Monday, August 14, 2006

oh man...i think my blog is full of sad entries...it has really become my emotional dumping ground...so unhealthy...

陷入。逃避。脱离...constantly find myself trapped in this vicious cycle...i know i need to get out of it...but how? my emotion is something that i dun have total control over...it's more like, i'm always being manipulated by it...

it felt good talking to matt...thankz pal...for all the good advice and stuff...

"u'd always be happier with someone tt likes u more," well...true...but thatz provided there is that 'someone' first...=)

sch started unknowingly...and the 1st day was spent rather tiringly...though there's only an hour of lect...but stayed around with the acqua pple to celebrate sb's 20th bday...a simple session...a simple cake...it's good to keep things simple...

after that i 'disappeared' off to home coz they were going quite far for dinner and i had got a tuition at 7...so i parted my way (guess they didn't even realise i wasn't there bah)...saw defu on bus 96 and had a chat with him...think he and yongzhi, as well as lewis, are all doing quite well in nus bah...tatz good...

wasn't really myself during my tuition just now...but i always feel slightly better after each session...lets hope things get better for me...


shall start filling my blog with happy stuffs!!! stay tuned!!!
when i heard that she would be coming just now...i had mixed feelings...

would be happy to see her...but i would not really know what to do...

and so...i ended up not talking to her...didn't even say a 'hi'...

thatz so 'me'...




so indecisive....perhaps that explain why i always couldn't bid for the module i wan...ghim helped me pressed the 'submit' during close bidding for marketing just now...will know if i get the module tonight...it's alot of points spent...sigh...
如果沉默是一种回答 那我知道你的答案...

i should be sleeping by now...but i actualli end up bloggin here...

been very tired lately...not that i didn't rest well...in fact, i have been taking numerous naps during afternoons and evenings...

was talking to a fren on msn just now...he said the rumour is spreading...omg...pls stop...pls dun say anything that's not true...even if it's true...dun say unnecessary stuff that may hurt others....


it's really pointless...seriously...

茶饭不思...but 思念 is a thing that i can't control...probably the best way is to keep myself busy...so that the only free time i have is to be used for resting...
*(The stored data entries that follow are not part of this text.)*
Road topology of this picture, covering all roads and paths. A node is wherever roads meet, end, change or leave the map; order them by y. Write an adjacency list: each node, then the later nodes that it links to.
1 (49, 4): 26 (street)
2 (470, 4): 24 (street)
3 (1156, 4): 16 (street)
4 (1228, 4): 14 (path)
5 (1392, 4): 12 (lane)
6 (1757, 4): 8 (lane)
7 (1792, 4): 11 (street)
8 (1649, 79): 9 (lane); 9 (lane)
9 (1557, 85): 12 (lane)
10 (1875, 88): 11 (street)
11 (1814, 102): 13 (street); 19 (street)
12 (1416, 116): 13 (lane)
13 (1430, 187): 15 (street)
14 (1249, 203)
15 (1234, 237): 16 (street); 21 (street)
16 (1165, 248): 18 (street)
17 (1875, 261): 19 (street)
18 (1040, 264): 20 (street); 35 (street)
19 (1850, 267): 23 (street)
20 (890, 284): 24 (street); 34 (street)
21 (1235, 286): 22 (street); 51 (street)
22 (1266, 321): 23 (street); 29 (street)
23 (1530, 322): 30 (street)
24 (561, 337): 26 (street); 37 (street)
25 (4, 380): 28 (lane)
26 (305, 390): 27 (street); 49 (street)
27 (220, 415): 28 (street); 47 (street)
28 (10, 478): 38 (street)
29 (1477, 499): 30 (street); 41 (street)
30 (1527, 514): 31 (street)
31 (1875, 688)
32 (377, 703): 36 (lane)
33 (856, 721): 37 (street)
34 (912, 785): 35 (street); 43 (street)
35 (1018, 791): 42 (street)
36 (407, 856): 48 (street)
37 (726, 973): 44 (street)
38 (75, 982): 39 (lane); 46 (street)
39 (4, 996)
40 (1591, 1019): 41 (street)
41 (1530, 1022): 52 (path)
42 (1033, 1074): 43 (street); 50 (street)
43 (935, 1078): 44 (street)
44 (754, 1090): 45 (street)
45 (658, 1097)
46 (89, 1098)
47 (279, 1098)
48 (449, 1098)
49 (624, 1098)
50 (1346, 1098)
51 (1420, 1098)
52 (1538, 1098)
dun think things are that bad afterall...i have got this habit of complicating matters...maybe i should really learn to keep things simple...let nature takes its course...and hopefully, nature is kind enough to me....

cheers!

Sunday, August 13, 2006

life has to go on....

with or without you....
"是我 你好吗?
没什么事 只是想知道 你好不好
这是我 最后一次打给你
希望你 好好照顾自己"

-- os in "不说出的温柔" by fan yi cheng


"喂是我 今天还好吗
听说你换了新的号码
其实我早就知道了
所以才一直留言在这里
没事了 早点睡吧"

-- os in "几分之几" by tank
some quotes that i encountered today...

"Don't cling to things, because everything is impermanent."

"Take any emotion - love for a woman, or grief for a loved one, or what i'm going through, fear and pain from a deadly illness. If you hold back on the emotions - if you don't allow yourself to go all the way through them - you can never get to being detached, you're too busy being afraid. You're afraid of the pain, you're afraid of the grief. You're afraid of the vulnerability that loving entails"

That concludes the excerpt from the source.